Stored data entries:
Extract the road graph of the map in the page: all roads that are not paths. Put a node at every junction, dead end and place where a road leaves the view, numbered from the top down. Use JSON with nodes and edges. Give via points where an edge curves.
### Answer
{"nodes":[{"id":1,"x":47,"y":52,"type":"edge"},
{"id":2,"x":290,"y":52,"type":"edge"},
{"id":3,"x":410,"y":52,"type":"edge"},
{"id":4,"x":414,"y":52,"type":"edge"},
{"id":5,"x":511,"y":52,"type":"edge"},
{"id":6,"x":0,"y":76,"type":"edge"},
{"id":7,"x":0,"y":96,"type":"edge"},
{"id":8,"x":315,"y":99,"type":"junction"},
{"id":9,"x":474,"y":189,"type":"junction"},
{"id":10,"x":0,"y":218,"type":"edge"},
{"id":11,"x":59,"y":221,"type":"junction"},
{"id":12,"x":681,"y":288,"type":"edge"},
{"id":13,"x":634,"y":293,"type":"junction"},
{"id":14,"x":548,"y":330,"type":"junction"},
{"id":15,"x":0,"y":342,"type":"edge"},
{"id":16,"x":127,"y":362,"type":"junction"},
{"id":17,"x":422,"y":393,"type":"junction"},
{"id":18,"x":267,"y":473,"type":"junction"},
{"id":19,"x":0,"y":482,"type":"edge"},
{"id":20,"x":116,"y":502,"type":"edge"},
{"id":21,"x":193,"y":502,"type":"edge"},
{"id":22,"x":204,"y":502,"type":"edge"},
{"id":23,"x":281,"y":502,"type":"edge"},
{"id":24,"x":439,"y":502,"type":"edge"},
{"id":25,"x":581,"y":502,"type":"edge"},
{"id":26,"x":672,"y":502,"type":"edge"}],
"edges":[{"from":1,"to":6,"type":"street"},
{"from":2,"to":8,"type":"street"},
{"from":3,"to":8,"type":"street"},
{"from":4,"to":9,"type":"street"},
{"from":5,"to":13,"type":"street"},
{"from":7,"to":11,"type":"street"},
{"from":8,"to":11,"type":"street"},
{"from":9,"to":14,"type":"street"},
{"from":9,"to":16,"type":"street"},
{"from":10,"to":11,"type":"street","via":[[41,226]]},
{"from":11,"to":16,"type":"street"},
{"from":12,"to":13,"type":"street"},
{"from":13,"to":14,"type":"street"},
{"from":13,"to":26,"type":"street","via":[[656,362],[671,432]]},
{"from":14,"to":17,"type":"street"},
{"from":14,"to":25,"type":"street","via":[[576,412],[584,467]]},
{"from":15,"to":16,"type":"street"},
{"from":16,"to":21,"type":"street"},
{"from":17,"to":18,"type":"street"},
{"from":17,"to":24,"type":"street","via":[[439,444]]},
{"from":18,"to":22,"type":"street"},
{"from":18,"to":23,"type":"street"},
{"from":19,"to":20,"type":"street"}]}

What the exercise asks:
Retype the entries. Every line must match exactly.

Result for this exercise:
Extract the road graph of the map in the page: all roads that are not paths. Put a node at every junction, dead end and place where a road leaves the view, numbered from the top down. Use JSON with nodes and edges. Give via points where an edge curves.
### Answer
{"nodes":[{"id":1,"x":47,"y":52,"type":"edge"},
{"id":2,"x":290,"y":52,"type":"edge"},
{"id":3,"x":410,"y":52,"type":"edge"},
{"id":4,"x":414,"y":52,"type":"edge"},
{"id":5,"x":511,"y":52,"type":"edge"},
{"id":6,"x":0,"y":76,"type":"edge"},
{"id":7,"x":0,"y":96,"type":"edge"},
{"id":8,"x":315,"y":99,"type":"junction"},
{"id":9,"x":474,"y":189,"type":"junction"},
{"id":10,"x":0,"y":218,"type":"edge"},
{"id":11,"x":59,"y":221,"type":"junction"},
{"id":12,"x":681,"y":288,"type":"edge"},
{"id":13,"x":634,"y":293,"type":"junction"},
{"id":14,"x":548,"y":330,"type":"junction"},
{"id":15,"x":0,"y":342,"type":"edge"},
{"id":16,"x":127,"y":362,"type":"junction"},
{"id":17,"x":422,"y":393,"type":"junction"},
{"id":18,"x":267,"y":473,"type":"junction"},
{"id":19,"x":0,"y":482,"type":"edge"},
{"id":20,"x":116,"y":502,"type":"edge"},
{"id":21,"x":193,"y":502,"type":"edge"},
{"id":22,"x":204,"y":502,"type":"edge"},
{"id":23,"x":281,"y":502,"type":"edge"},
{"id":24,"x":439,"y":502,"type":"edge"},
{"id":25,"x":581,"y":502,"type":"edge"},
{"id":26,"x":672,"y":502,"type":"edge"}],
"edges":[{"from":1,"to":6,"type":"street"},
{"from":2,"to":8,"type":"street"},
{"from":3,"to":8,"type":"street"},
{"from":4,"to":9,"type":"street"},
{"from":5,"to":13,"type":"street"},
{"from":7,"to":11,"type":"street"},
{"from":8,"to":11,"type":"street"},
{"from":9,"to":14,"type":"street"},
{"from":9,"to":16,"type":"street"},
{"from":10,"to":11,"type":"street","via":[[41,226]]},
{"from":11,"to":16,"type":"street"},
{"from":12,"to":13,"type":"street"},
{"from":13,"to":14,"type":"street"},
{"from":13,"to":26,"type":"street","via":[[656,362],[671,432]]},
{"from":14,"to":17,"type":"street"},
{"from":14,"to":25,"type":"street","via":[[576,412],[584,467]]},
{"from":15,"to":16,"type":"street"},
{"from":16,"to":21,"type":"street"},
{"from":17,"to":18,"type":"street"},
{"from":17,"to":24,"type":"street","via":[[439,444]]},
{"from":18,"to":22,"type":"street"},
{"from":18,"to":23,"type":"street"},
{"from":19,"to":20,"type":"street"}]}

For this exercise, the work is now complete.